C 503 has been chosen as the second anchor. Knowing the triad of
distances between the new leaf node and the two anchors, the
distance from the new interior node to the new leaf node may be
computed algebraically. If w denotes the new interior node to be
added, E the new leaf node to be added, and B and C two anchor
nodes for which the lengths (i.e. latencies) from E to B 509 and E
to C 510 have been determined, then the length Ew can be computed
algebraically as
Ew=((Ew+wB)+(Ew+wC)-(Bw+wC))/2=(EB+EC-BC)/2
[0038] In the example of FIG. 5, a new node w should be placed
along the path between the anchor nodes B and C so that its
distance from E is (EB+EC-BC)/2=(5+6-(1+2+2+1))/2=2.5. The point at
which to insert the new interior node w may be determined by noting
that Bw=BE-Ew=5-2.5=2.5. FIG. 6 depicts the new prediction tree 600
formed after nodes w 509 and E 505 have added to the prediction
tree 500 of FIG. 5. The new prediction tree includes leaf nodes
A-E, 501-505 and interior nodes 506-509. One may readily verify
that the measured latencies BE=5 and CE=6 are faithfully
represented in the new prediction tree 600. The new prediction tree
600 may be used to estimate unmeasured latencies. For example, the
latency between E and D may be estimated by the length of the path
EwxzD=2.5+0.5+2+2=7.
[0039] An embodiment of the join process is described by the flow
chart of FIG. 10 and described in more detail below.
[0040] Implementation
[0041] The logical structure of a prediction tree may be stored in
a distributed manner. Standard techniques for storing and
maintaining a distributed hierarchy involve running a protocol
between nodes and their parent and child nodes. Such techniques
cannot be applied to prediction trees as described herein since
interior nodes are virtual and do not represent physical machines
that can send or receive messages. In one embodiment, the logical
hierarchy representing the prediction tree is stored by having each
physical leaf node store an ordered list of all of its ancestor
virtual nodes along with their respective states. The state of any
given virtual node consists of the identifiers of its parent and
child nodes with their respective distances from the virtual node,
and, for each virtual child node of the given virtual node, a list
of representative leaf node descendants from the subtree descending
from the child node, called "contacts." Contacts are useful for
facilitating communications relative to the nodes of the prediction
tree, and are especially useful in recursive techniques such as
described below. The list of representative leaf node descendants
need not be a complete list and may, for example, be capped at some
fixed number, say tc, of contacts, where tc is a protocol
parameter.
[0042] FIG. 7 shows a portion 700 of the example prediction tree
200 of FIG. 2. The shown portion includes leaf nodes (corresponding
to computing devices) A 701, B 702, C 703, and H 708 and interior
virtual nodes y 709, z 710, x 713, p 714, and r 715. Leaf node C
703 is representative of the subtree 716 descending from virtual
node z 710. Leaf node H 708 is representative of the subtree 717
descending from virtual node p 714. In accordance with the
description above, the state of interior virtual node x 713 might
be state(x)=(parent, r, 5; child, y, 4, B; child, z, 2, C), where B
and C are representative contacts from the subtrees descending from
child nodes y and z, respectively, and the protocol parameter t is
1. The state of leaf node A 701 would include an ordered list of
its ancestors and their states, as in state(A)=(y, state(y); x,
state(x); w, state(w)).
[0043] The described embodiment is extremely robust since every
physical leaf node stores the states of all of its virtual ancestor
nodes. Should the physical network suffer a loss of a computing
device, the prediction tree containing all of the nodes, both
physical and virtual, for the remaining physical network remains
intact.
[0044] The described embodiment is also exceptionally efficient.

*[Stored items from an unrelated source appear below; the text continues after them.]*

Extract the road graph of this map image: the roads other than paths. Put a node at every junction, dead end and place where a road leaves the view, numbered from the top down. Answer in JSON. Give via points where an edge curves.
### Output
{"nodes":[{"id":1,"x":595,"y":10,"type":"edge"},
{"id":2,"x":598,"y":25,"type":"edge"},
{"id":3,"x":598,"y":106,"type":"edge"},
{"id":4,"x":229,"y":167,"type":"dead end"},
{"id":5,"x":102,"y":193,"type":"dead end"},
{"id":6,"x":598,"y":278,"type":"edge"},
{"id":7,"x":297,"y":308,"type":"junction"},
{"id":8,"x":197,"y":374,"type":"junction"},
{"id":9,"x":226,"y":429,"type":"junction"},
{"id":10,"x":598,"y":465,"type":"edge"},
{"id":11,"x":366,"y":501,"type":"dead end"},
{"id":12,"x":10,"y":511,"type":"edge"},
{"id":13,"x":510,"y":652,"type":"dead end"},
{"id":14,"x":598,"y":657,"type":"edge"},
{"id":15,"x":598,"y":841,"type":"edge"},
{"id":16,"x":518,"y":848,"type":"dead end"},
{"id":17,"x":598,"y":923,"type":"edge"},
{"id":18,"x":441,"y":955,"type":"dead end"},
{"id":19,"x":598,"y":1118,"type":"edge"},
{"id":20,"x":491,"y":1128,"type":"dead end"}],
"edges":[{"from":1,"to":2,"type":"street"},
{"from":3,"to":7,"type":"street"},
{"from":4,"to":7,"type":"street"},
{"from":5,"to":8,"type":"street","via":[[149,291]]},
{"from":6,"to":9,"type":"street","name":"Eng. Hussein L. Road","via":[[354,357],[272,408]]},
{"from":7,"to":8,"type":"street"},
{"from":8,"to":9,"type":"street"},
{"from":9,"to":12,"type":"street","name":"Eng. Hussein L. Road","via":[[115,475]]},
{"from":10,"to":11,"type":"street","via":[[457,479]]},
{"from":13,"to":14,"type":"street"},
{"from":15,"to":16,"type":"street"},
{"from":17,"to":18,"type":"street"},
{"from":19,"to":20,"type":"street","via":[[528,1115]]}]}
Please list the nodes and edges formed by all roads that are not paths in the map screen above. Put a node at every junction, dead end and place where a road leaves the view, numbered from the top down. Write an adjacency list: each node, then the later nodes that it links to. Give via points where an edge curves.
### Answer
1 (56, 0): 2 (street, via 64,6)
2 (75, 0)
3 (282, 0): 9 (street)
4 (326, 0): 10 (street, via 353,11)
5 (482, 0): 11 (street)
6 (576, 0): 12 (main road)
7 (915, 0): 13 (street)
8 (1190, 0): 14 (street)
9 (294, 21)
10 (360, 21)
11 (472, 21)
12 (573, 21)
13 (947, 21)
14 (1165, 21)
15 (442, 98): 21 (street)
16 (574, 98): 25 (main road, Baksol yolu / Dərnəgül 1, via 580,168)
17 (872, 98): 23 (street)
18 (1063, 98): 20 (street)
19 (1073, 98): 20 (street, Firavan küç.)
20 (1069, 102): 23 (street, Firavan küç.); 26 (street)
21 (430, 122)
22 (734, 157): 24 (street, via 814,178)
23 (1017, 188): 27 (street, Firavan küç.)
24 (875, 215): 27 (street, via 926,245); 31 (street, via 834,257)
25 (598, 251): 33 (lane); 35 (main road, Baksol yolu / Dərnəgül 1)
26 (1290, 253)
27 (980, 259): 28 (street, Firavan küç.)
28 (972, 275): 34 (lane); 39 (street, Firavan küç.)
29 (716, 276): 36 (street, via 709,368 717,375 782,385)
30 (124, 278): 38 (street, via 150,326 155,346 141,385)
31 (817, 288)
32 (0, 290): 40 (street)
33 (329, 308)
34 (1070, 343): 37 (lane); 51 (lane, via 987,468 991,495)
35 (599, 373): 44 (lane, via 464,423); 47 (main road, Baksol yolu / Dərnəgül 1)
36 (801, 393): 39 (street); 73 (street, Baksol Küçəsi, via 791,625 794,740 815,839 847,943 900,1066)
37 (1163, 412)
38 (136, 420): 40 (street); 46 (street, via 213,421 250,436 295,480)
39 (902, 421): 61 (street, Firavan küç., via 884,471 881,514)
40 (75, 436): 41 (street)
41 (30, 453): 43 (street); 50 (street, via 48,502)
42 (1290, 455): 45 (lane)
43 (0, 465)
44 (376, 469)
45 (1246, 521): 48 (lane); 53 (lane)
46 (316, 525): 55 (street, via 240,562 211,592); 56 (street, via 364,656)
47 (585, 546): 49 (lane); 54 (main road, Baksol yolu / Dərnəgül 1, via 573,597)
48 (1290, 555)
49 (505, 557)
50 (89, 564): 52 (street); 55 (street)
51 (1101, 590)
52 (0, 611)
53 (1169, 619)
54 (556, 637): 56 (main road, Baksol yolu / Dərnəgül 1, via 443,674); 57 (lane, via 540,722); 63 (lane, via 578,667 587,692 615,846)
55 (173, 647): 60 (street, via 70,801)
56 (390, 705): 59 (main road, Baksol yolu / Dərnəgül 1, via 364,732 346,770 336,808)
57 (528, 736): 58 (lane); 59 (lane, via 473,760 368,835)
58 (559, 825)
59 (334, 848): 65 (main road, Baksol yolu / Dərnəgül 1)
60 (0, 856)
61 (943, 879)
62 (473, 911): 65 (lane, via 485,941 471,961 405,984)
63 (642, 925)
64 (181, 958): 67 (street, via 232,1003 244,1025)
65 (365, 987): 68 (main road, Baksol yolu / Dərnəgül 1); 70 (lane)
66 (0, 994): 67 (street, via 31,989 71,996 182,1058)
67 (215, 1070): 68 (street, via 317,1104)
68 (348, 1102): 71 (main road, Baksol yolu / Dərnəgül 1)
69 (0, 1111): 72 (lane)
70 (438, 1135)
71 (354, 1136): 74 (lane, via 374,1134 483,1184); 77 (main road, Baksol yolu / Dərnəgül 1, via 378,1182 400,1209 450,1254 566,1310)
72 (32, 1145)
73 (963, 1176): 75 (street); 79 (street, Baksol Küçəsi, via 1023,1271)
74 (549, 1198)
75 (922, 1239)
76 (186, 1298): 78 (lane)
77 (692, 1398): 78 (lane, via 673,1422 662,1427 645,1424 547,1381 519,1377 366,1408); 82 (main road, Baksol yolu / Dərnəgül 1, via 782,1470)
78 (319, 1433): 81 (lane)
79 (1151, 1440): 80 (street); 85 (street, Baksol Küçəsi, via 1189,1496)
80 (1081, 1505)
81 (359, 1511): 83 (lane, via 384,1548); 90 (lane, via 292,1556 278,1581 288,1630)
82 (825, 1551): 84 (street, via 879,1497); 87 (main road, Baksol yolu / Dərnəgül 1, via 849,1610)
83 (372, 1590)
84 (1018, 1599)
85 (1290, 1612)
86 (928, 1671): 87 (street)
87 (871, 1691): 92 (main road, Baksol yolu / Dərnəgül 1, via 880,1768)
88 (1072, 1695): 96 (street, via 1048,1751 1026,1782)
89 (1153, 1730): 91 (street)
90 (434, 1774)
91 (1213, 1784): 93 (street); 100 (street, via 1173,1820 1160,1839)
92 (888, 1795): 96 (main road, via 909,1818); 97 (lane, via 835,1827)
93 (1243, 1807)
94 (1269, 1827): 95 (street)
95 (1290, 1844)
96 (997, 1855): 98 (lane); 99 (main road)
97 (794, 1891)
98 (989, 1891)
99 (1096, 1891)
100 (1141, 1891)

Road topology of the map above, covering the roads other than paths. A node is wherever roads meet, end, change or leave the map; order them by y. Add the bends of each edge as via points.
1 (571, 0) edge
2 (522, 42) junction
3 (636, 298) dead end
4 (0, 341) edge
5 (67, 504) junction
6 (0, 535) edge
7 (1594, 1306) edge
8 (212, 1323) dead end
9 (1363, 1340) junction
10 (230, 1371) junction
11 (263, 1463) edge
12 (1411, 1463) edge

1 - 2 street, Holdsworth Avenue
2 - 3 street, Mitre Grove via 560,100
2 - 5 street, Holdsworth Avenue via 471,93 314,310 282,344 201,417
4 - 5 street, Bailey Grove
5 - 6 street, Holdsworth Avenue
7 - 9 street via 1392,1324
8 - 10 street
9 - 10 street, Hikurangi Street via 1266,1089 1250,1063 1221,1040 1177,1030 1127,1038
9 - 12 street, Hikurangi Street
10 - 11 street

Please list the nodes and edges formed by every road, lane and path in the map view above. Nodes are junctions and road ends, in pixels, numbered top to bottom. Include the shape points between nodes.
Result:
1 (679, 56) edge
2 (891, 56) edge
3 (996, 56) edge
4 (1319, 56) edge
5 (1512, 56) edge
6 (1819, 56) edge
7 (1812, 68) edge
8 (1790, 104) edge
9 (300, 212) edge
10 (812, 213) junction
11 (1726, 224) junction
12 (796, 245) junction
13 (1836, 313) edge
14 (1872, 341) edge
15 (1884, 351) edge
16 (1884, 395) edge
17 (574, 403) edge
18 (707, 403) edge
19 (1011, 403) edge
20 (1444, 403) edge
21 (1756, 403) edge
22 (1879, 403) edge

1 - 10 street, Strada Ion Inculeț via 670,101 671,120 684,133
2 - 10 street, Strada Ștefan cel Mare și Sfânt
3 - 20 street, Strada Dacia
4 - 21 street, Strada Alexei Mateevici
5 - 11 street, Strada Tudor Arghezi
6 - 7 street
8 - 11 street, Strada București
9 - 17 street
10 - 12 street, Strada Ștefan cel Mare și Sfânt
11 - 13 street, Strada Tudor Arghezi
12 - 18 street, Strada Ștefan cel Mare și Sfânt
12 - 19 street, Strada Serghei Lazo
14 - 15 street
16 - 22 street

All communication from a virtual node to any of its ancestors can
be emulated locally on any one of the virtual nodes physical
descendants. For a physical node to emulate an interaction between
a virtual ancestor and one of its virtual child nodes that is not
an ancestor of the physical node, a message is sent to a contact of
the virtual child node. For example, communication between virtual
nodes y 709 and p 714 could be emulated by messages exchanged
between physical node contacts A 701 and H 708. Physical node C 703
can reach destination node A 701 by sending a message to B 702
which is a contact for a child node, y 709, of Cs ancestor x 713. B
then recursively forwards the message to the contact for a smaller
subtree enclosing the destination node A 701.
[0045] Latency Estimation
[0046] Knowing the state of two physical leaf nodes the latency
between the two associated computing devices to be estimated
without the need for network communications or pings between the
nodes. Each leaf node stores the state of all of its ancestors and
the path from the leaf node to the root of the tree. For example,
referring to the latency prediction tree 200 of FIG. 2, the latency
between nodes A 201 and C 203 as follows. The state of A 201
includes an ordered list its ancestors: y, x, r. The state of C 203
includes an ordered list of its ancestors: z, x, r. The two lists
of ancestors may be compared and a first common ancestor
identified. In this example, the first common ancestor is x. Thus,
the path in the prediction tree 200 from A 201 to C 203 runs from A
201 to x 213 to C 203. The path is AyxzC, consisting of the nodes A
201, y 209, x 213, z 210, and C 203. The lengths of the path edges
are contained in the states of the virtual nodes which are stored
in the physical leaf nodes as described above. For example, the
state of y includes (parent, x, 4; child, A, 3; child, B, 2), from
which the lengths Ay=3 and yx=4 may be determined. Continuing in
this fashion, the length of AyxzC=3+4+2+3=12 is determined and the
latency between A and C is estimated to be 12. Note that no actual
measurement of the latency between the devices represented by A and
C was required.
[0047] Closest Node Discovery
[0048] A prediction tree may be useful for identifying, at least
approximately, which device represented by a leaf node of the
prediction tree is optimal, in the sense of having the most
favorable value of the inter-nodal network measure relative to a
given target networked computing device that is not represented by
a node of a prediction tree. For example, a latency prediction tree
may be useful for identifying which device represented in the tree
is approximately closest, in the sense of having a favorable
inter-nodal latency, to a given target device not represented in
the tree. FIG. 8 is a flow diagram for a method for discovering
such an approximate closest node. First, a random leaf node of the
tree, called the entrypoint, is selected 801 to start the process.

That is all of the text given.